### REQUIREMENT
Without copying any pictures, restate exactly the lines from the start of the records through the line containing "I need the junctions".

(Collected data)
___

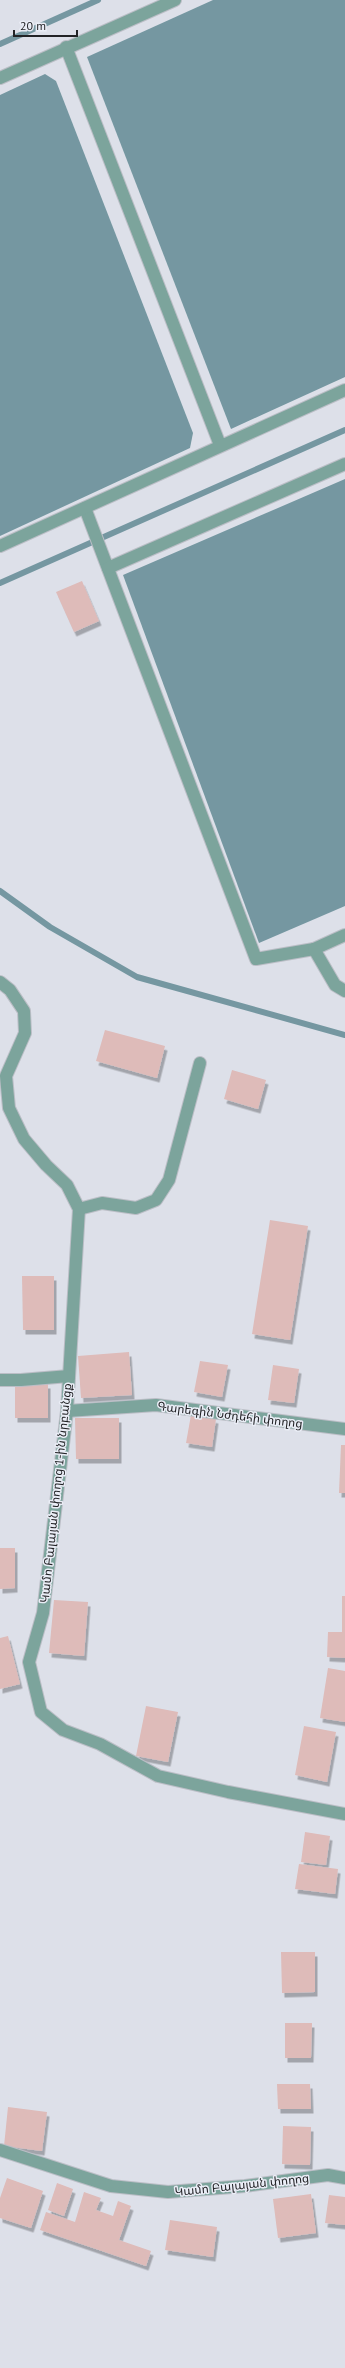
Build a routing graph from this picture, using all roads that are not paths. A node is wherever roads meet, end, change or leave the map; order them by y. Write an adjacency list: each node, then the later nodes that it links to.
1 (174, 0): 2 (street)
2 (66, 48): 3 (street); 5 (street)
3 (0, 78)
4 (345, 390): 5 (street)
5 (220, 445): 7 (street)
6 (345, 464): 9 (street)
7 (85, 508): 8 (street); 9 (street)
8 (0, 546)
9 (108, 568): 11 (street)
10 (345, 935): 11 (street)
11 (314, 949): 13 (street)
12 (0, 982): 15 (street, Կամո Բալայան փողոց 1-ին նրբանցք)
13 (345, 991)
14 (200, 1063): 15 (street)
15 (79, 1209): 16 (street, Կամո Բալայան փողոց 1-ին նրբանցք)
16 (69, 1376): 17 (street); 18 (street, Կամո Բալայան փողոց 1-ին նրբանցք)
17 (0, 1380)
18 (67, 1411): 19 (street, Գարեգին Նժդեհի փողոց); 20 (street, Կամո Բալայան փողոց 1-ին նրբանցք)
19 (345, 1429)
20 (345, 1814)
21 (0, 2150): 22 (street, Կամո Բալայան փողոց)
22 (345, 2178)

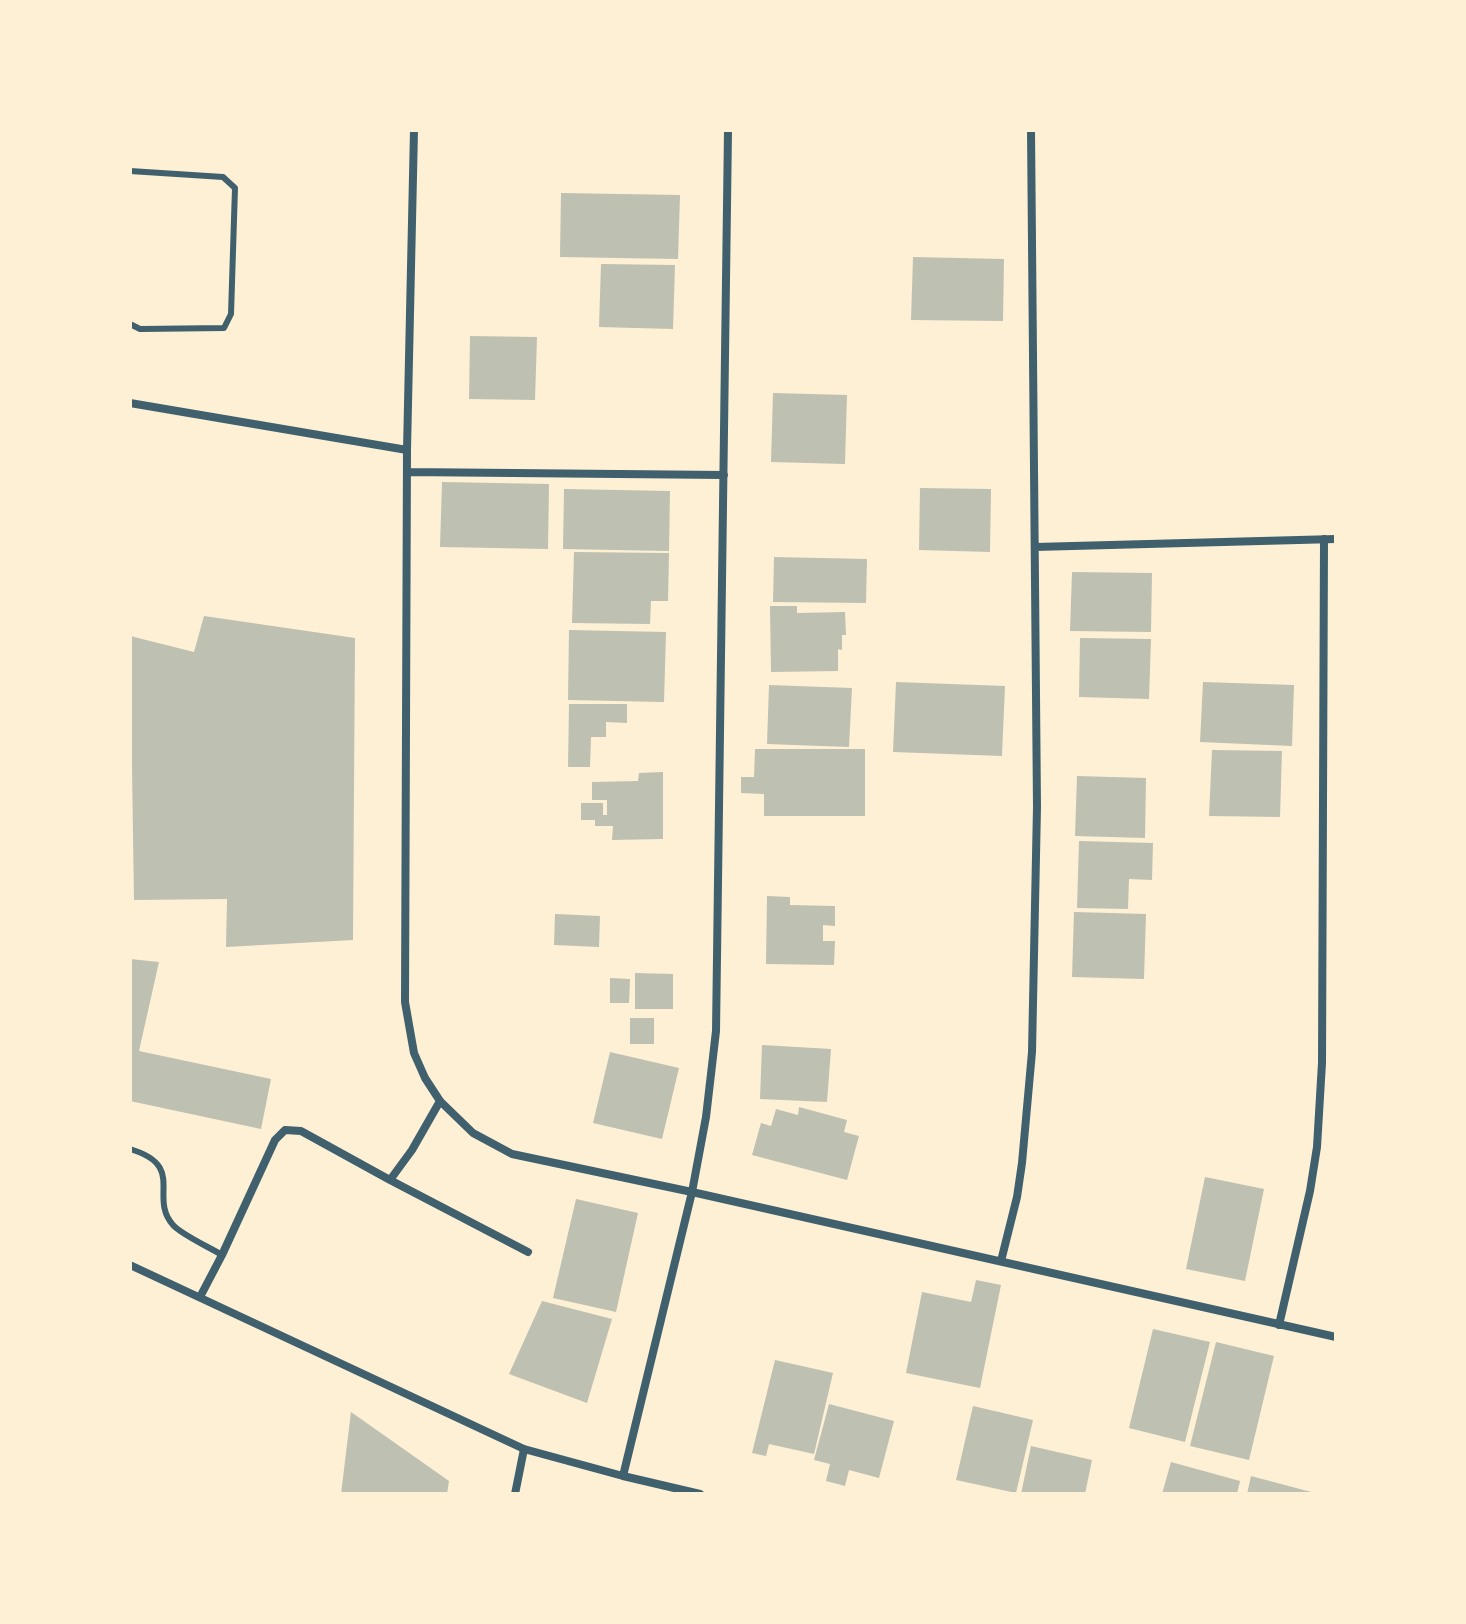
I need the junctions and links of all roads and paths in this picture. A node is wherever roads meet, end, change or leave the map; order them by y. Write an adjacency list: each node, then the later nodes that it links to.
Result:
1 (414, 130): 7 (street)
2 (728, 130): 9 (street)
3 (1031, 130): 12 (street)
4 (130, 171): 5 (lane)
5 (130, 324)
6 (130, 403): 7 (street)
7 (407, 450): 8 (street)
8 (407, 472): 9 (street); 13 (street)
9 (724, 475): 16 (street)
10 (1324, 539): 11 (street); 12 (street); 22 (street)
11 (1336, 539)
12 (1035, 547): 19 (street)
13 (440, 1101): 15 (street); 16 (street)
14 (130, 1149): 18 (lane)
15 (390, 1180): 17 (street); 18 (street)
16 (692, 1192): 19 (street); 25 (street)
17 (528, 1252)
18 (222, 1255): 21 (street)
19 (1001, 1261): 22 (street)
20 (130, 1265): 21 (street)
21 (200, 1297): 24 (street)
22 (1279, 1325): 23 (street)
23 (1336, 1337)
24 (524, 1449): 25 (street); 26 (street)
25 (623, 1476): 27 (street)
26 (515, 1494)
27 (700, 1494)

___

### TASK RESPONSE
Build a routing graph from this picture, using all roads that are not paths. A node is wherever roads meet, end, change or leave the map; order them by y. Write an adjacency list: each node, then the later nodes that it links to.
1 (174, 0): 2 (street)
2 (66, 48): 3 (street); 5 (street)
3 (0, 78)
4 (345, 390): 5 (street)
5 (220, 445): 7 (street)
6 (345, 464): 9 (street)
7 (85, 508): 8 (street); 9 (street)
8 (0, 546)
9 (108, 568): 11 (street)
10 (345, 935): 11 (street)
11 (314, 949): 13 (street)
12 (0, 982): 15 (street, Կամո Բալայան փողոց 1-ին նրբանցք)
13 (345, 991)
14 (200, 1063): 15 (street)
15 (79, 1209): 16 (street, Կամո Բալայան փողոց 1-ին նրբանցք)
16 (69, 1376): 17 (street); 18 (street, Կամո Բալայան փողոց 1-ին նրբանցք)
17 (0, 1380)
18 (67, 1411): 19 (street, Գարեգին Նժդեհի փողոց); 20 (street, Կամո Բալայան փողոց 1-ին նրբանցք)
19 (345, 1429)
20 (345, 1814)
21 (0, 2150): 22 (street, Կամո Բալայան փողոց)
22 (345, 2178)

I need the junctions and links of all roads and paths in this picture. A node is wherever roads meet, end, change or leave the map; order them by y. Write an adjacency list: each node, then the later nodes that it links to.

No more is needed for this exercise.